I learned many things about grief, both by watching and listening to others and by paying attention to myself. One of the most surprising things I learned about grief is that each grief is all grief, meaning, that an event that opens up grief in our hearts, taps in to all the previous events of grief. Thus we find ourselves grieving far greater for something than the loss itself would have indicated.

Those two years were years that for a variety of reasons brought much grief to my heart. I found myself at the bedsides of strangers, listening to their stories, and weeping. They must have thought I was very emotional, or incredibly empathetic. I didn’t know how to say, “Your grief is part of my grief which is quite substantial just now.”

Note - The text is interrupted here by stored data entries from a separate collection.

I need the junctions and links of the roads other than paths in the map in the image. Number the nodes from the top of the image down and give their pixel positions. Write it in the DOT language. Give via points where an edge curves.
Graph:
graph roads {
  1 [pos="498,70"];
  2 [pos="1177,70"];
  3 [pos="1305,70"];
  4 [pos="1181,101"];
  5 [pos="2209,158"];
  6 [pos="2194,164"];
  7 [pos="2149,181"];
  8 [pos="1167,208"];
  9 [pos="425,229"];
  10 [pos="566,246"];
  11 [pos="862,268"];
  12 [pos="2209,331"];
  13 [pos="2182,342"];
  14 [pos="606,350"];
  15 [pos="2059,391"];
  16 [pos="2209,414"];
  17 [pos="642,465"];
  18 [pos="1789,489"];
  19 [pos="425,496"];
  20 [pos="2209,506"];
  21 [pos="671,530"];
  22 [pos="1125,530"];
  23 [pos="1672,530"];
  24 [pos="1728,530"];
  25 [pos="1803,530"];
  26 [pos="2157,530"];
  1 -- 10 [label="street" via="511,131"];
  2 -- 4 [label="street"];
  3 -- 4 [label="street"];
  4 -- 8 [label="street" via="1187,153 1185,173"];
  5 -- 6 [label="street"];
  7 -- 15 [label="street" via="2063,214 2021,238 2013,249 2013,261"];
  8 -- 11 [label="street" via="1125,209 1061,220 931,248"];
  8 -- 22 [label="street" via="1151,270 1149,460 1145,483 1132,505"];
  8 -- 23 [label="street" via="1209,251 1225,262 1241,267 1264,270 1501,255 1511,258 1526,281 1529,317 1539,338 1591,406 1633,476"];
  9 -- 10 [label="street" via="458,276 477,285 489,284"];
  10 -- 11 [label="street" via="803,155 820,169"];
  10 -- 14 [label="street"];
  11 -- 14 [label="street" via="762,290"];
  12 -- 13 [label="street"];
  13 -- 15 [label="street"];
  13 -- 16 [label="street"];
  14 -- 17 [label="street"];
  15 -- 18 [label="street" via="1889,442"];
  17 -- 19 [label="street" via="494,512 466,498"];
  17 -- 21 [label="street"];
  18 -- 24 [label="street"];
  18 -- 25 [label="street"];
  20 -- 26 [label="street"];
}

The discipline of Soul Saturdays and the frequent prayers for the departed in the Church probably saved my sanity those two years. I never had a week with less than three deaths.

If anything, the experience taught me that it is possible for some one thing to be part of some larger thing. There was a communion within the experience of grief that I cannot articulate other than to say that it is so.

Thus the statement of St. Paul , “For godly grief produces a repentance that leads to salvation and brings no regret, but worldly grief produces death” (2 Corinthians 7:10) became important for me. Worldly grief can be the door to despair (which we certainly do not want). To grieve in a “godly” manner, I believe, means to unite and offer my grief to God. Thus “we do not grieve as those who have no hope” (1 Thessalonians 4:13).

I think in the same manner we can “weep with those who weep” learning that such things are not utterly private as our culture often teaches, but that the loss and suffering of one is the loss and suffering of us all. Even Christ wept over the grave of his friend Lazarus.

That passage in John 11, is very instructive:

When Jesus saw her weeping, and the Jews who came with her also weeping, he was deeply moved in spirit and troubled; and he said, “Where have you laid him?” They said to him, “Lord, come and see.” Jesus wept (33-35).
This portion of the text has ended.